• **Records shown**:
**********
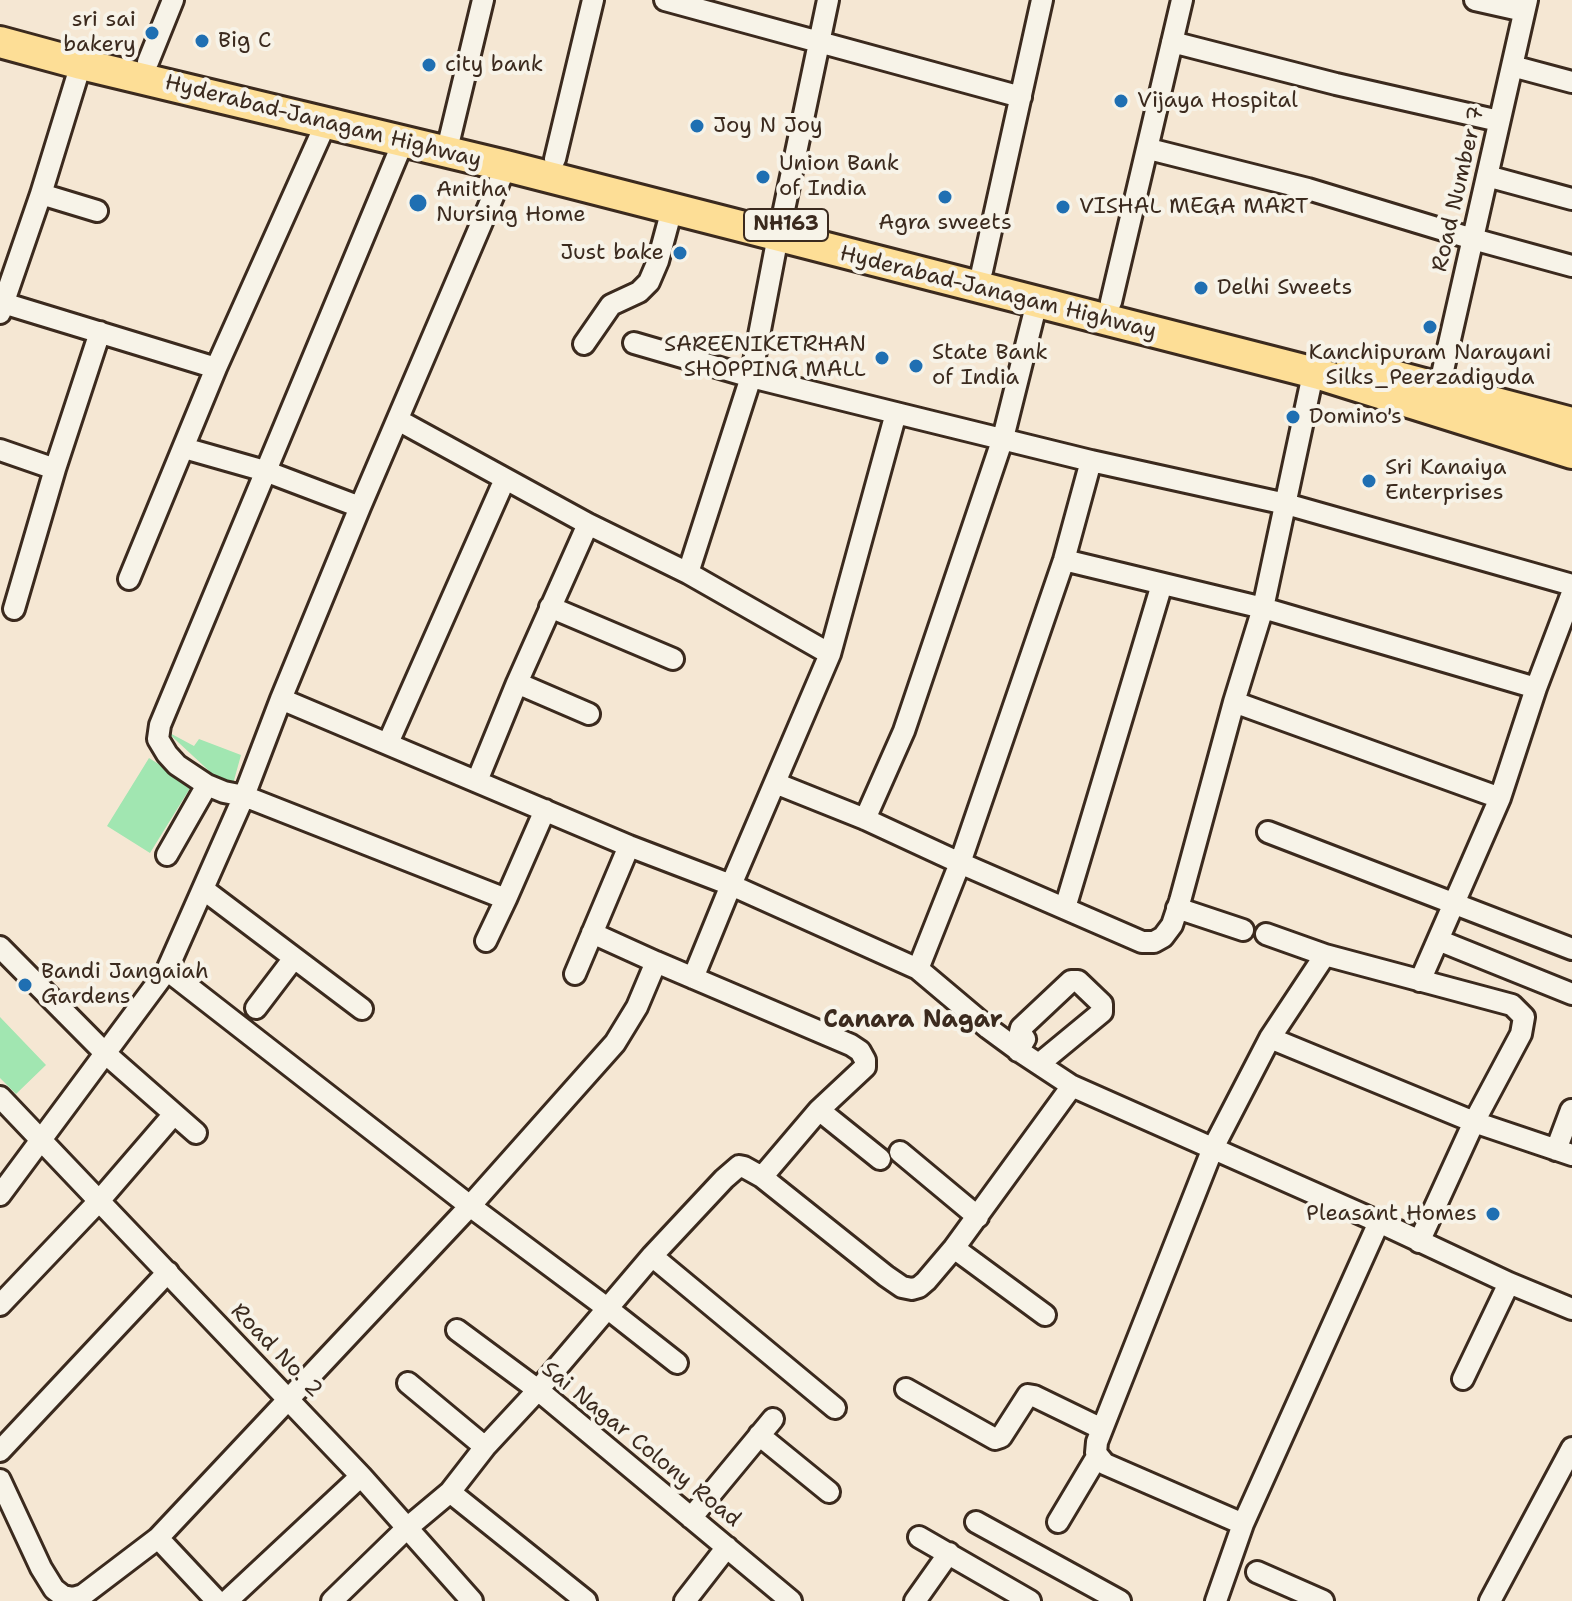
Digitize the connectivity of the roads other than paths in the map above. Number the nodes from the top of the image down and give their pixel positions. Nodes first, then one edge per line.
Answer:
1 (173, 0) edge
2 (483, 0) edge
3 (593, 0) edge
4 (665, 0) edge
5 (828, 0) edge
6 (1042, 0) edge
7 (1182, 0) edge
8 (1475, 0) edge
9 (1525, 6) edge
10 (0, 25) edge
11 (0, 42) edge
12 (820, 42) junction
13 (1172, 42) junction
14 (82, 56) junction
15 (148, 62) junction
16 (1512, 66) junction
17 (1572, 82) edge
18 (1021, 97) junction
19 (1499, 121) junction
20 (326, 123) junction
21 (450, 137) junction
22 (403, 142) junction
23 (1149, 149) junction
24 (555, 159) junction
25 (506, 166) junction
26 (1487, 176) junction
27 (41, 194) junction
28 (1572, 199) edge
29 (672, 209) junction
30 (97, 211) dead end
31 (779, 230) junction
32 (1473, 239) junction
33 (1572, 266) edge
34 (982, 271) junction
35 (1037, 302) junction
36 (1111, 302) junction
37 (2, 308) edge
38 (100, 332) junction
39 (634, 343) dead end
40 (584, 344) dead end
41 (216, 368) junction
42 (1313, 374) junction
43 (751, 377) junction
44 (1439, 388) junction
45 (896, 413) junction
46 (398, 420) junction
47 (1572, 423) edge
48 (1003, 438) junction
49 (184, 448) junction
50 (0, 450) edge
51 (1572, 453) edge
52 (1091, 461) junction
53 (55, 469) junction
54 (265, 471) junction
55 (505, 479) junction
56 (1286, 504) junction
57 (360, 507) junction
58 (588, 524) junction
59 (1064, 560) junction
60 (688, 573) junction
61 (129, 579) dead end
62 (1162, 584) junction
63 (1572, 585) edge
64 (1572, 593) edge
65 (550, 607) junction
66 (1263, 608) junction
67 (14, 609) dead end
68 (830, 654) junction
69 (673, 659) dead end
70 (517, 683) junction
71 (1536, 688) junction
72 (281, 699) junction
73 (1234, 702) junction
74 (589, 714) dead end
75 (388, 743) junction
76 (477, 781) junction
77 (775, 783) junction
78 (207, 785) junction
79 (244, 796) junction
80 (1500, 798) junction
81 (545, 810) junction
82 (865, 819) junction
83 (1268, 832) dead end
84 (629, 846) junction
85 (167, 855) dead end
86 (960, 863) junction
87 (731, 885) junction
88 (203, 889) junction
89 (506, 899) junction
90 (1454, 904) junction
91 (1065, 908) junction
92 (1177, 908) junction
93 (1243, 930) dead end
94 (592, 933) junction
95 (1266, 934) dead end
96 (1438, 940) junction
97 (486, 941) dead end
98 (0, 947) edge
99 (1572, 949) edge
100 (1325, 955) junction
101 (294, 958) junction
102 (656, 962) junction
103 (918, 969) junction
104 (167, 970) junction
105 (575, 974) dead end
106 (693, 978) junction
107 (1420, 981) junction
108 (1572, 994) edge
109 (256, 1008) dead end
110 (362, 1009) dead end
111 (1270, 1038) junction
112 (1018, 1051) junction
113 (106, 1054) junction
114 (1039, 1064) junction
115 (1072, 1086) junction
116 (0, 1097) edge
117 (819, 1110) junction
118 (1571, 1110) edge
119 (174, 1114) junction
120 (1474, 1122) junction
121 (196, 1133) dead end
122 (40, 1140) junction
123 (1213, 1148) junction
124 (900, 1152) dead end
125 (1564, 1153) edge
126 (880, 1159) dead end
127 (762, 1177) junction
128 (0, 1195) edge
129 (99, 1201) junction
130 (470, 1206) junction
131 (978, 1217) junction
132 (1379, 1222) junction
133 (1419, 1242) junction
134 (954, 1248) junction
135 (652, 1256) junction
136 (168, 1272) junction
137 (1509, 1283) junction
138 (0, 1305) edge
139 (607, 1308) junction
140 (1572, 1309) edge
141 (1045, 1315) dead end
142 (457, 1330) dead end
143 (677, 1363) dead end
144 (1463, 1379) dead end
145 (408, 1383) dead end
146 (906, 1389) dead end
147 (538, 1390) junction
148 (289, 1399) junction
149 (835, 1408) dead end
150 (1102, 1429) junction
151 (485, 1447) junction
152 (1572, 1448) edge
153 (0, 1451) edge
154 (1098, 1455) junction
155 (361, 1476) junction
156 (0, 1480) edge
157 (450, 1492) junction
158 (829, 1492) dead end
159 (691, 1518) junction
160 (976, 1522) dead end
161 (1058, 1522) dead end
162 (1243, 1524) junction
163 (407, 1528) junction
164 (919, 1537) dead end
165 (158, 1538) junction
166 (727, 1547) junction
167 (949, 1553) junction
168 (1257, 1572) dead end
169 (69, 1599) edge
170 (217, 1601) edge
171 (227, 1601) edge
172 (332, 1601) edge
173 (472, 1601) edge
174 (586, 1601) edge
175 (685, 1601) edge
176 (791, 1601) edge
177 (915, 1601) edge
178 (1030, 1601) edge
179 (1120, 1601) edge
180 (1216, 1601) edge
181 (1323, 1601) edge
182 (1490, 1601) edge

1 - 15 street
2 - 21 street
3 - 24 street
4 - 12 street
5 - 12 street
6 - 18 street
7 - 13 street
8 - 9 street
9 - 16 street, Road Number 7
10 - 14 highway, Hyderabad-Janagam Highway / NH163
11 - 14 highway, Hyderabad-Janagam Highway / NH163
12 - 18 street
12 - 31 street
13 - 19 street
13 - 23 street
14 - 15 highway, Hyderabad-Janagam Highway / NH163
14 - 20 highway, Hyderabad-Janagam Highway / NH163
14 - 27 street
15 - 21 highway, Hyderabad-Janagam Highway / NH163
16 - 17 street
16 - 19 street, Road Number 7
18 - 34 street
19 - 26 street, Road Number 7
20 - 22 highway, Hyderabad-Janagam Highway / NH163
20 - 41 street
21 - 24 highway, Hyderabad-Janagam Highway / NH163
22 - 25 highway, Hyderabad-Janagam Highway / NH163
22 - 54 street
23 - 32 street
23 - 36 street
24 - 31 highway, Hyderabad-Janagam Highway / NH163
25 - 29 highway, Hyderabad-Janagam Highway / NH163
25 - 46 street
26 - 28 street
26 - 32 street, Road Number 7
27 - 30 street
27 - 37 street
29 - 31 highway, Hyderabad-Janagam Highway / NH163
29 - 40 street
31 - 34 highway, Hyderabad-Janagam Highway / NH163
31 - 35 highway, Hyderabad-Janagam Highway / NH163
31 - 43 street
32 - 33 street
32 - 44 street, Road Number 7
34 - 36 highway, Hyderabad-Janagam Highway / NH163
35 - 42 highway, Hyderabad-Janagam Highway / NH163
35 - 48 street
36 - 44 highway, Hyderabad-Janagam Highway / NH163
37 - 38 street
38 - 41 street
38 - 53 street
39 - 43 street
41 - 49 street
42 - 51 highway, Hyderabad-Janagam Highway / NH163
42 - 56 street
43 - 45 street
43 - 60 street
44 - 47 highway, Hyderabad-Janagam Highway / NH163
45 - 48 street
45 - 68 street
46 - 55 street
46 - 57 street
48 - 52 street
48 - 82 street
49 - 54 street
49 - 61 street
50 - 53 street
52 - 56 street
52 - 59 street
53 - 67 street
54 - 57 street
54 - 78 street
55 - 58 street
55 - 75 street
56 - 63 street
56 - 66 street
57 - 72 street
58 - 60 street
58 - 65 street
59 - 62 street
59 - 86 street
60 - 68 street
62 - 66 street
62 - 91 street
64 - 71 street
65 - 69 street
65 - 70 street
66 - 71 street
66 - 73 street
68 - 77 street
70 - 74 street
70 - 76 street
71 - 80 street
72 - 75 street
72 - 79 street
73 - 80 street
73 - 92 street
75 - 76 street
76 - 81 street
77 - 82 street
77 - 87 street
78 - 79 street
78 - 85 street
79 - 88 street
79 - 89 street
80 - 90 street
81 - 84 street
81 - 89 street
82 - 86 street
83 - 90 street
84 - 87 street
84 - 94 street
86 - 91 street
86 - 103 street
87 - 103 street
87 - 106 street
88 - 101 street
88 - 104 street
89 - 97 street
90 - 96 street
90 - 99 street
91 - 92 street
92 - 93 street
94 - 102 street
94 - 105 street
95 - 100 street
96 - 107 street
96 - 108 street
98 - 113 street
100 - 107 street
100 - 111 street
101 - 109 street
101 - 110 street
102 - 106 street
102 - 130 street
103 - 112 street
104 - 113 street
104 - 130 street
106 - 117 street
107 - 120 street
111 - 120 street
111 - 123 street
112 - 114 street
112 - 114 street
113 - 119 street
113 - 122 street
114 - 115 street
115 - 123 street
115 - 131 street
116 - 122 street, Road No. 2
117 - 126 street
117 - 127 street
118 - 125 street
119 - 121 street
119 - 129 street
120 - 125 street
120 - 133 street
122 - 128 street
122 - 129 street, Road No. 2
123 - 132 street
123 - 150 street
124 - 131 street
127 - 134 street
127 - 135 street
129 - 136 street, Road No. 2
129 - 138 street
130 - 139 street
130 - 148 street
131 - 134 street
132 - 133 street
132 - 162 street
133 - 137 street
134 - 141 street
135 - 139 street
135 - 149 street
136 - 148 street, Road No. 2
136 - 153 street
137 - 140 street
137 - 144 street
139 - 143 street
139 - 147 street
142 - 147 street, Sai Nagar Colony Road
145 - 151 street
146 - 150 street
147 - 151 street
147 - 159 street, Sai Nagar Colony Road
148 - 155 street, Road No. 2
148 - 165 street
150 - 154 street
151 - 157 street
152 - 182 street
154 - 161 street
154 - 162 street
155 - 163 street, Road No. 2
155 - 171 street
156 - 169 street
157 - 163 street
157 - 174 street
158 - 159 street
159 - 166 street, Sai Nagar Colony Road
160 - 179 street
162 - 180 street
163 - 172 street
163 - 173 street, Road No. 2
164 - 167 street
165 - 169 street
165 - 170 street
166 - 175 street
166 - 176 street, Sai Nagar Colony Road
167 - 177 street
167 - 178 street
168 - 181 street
**********
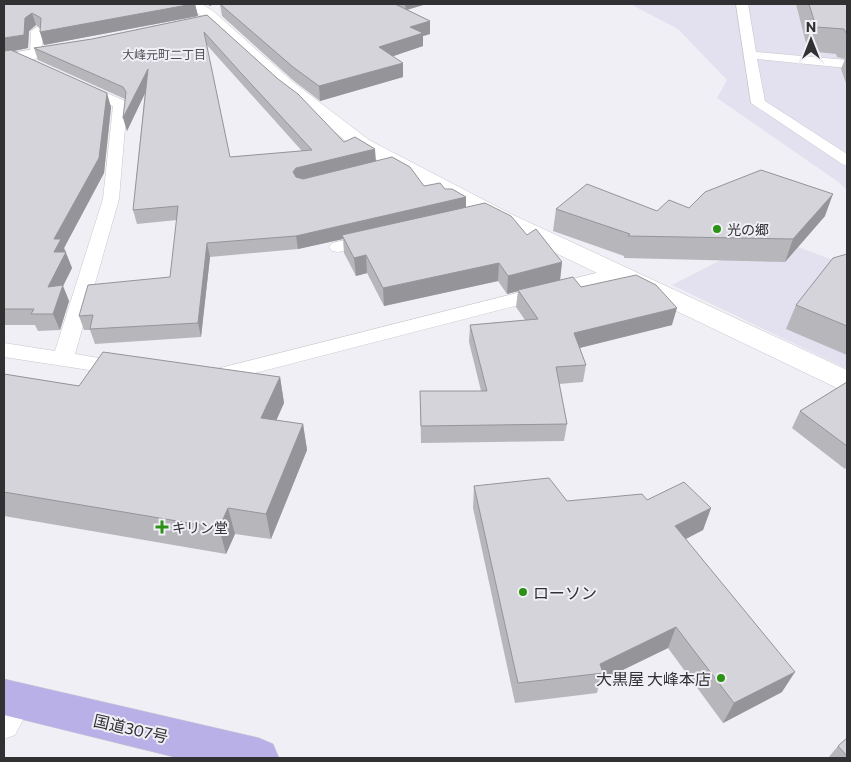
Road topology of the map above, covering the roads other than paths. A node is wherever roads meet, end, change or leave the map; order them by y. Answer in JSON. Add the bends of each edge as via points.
**********
Find the lines above that contain "than" and report their number, without comment.

• **Output of the exercise**: 2